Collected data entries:
▼

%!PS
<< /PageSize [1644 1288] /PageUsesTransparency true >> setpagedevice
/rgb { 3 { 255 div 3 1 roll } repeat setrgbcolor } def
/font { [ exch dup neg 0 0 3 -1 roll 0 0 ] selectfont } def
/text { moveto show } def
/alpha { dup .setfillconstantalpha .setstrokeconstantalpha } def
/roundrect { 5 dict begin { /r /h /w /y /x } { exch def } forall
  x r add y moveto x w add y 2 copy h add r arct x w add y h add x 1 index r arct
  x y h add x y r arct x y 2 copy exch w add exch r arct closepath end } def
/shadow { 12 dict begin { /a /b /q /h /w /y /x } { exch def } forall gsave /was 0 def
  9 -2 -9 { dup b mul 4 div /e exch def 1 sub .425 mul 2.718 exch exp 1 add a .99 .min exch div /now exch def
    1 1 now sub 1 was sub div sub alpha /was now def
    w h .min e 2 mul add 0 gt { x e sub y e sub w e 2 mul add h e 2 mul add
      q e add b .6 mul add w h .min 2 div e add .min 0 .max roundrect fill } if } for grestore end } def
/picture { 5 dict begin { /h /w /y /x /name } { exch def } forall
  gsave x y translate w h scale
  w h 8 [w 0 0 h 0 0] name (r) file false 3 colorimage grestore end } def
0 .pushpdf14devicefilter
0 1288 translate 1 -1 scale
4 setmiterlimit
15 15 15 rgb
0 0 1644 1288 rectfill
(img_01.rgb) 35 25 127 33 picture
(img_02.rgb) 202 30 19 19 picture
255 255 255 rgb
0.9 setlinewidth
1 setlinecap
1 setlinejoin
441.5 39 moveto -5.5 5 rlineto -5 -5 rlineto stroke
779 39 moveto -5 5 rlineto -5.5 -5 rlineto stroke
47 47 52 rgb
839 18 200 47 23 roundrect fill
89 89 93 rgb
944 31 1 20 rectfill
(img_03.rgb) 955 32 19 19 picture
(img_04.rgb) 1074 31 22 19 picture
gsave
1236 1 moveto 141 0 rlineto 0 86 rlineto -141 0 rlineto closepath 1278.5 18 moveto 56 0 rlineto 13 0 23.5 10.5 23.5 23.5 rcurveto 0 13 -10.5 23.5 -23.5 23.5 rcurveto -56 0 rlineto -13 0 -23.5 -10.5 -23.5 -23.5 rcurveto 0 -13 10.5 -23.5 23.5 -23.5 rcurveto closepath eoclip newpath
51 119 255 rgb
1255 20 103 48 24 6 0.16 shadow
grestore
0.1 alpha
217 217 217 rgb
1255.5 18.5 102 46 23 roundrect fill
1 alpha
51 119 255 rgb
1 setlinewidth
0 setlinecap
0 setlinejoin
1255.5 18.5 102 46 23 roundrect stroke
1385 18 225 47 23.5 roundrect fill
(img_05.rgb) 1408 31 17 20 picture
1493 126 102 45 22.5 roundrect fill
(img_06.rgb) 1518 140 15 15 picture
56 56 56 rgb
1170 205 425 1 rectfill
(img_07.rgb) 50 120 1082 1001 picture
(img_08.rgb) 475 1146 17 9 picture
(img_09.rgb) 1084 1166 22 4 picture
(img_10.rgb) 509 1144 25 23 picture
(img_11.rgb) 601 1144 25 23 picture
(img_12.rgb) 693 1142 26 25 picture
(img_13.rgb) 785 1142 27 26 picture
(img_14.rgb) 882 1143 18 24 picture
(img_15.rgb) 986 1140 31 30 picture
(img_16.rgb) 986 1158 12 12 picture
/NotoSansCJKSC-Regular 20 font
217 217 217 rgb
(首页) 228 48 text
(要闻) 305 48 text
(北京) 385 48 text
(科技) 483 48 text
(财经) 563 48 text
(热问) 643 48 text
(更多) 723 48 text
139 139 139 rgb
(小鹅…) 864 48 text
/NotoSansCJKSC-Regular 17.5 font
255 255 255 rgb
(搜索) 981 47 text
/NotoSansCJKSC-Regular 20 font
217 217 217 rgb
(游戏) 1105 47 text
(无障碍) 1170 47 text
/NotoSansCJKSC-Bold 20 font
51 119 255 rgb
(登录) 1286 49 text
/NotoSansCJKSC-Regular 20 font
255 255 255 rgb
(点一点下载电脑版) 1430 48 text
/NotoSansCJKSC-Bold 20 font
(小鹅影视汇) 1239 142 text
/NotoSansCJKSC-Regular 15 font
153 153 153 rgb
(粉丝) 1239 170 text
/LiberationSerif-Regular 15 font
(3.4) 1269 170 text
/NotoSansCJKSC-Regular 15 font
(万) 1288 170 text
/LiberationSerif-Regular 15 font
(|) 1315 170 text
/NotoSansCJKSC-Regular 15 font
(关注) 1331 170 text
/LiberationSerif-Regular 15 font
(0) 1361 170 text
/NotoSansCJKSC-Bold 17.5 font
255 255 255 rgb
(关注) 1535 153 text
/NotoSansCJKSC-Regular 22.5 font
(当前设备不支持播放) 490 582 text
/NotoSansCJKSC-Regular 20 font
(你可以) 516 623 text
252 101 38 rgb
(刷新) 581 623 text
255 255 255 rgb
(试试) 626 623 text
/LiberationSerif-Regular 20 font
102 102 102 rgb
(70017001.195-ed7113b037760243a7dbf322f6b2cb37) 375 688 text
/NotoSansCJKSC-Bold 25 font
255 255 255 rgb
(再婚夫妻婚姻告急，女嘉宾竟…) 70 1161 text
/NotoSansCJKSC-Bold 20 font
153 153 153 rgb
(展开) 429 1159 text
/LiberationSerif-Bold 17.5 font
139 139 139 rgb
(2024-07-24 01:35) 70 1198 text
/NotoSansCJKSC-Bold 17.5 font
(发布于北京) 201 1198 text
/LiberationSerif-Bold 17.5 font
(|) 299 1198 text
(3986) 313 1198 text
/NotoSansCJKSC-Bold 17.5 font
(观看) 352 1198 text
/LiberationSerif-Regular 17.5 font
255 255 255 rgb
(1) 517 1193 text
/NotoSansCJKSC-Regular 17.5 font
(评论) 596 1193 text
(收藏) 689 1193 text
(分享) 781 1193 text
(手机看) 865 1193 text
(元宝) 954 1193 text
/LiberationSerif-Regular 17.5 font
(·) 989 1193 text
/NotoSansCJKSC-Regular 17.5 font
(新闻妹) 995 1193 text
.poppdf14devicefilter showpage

▲

> **PROBLEM REQUIREMENTS**: Word for word, please print every line from the beginning of the records to the line bearing "x y h add x", counting both ends and stopping there.

> **FINAL ANSWER**:
%!PS
<< /PageSize [1644 1288] /PageUsesTransparency true >> setpagedevice
/rgb { 3 { 255 div 3 1 roll } repeat setrgbcolor } def
/font { [ exch dup neg 0 0 3 -1 roll 0 0 ] selectfont } def
/text { moveto show } def
/alpha { dup .setfillconstantalpha .setstrokeconstantalpha } def
/roundrect { 5 dict begin { /r /h /w /y /x } { exch def } forall
  x r add y moveto x w add y 2 copy h add r arct x w add y h add x 1 index r arct
  x y h add x y r arct x y 2 copy exch w add exch r arct closepath end } def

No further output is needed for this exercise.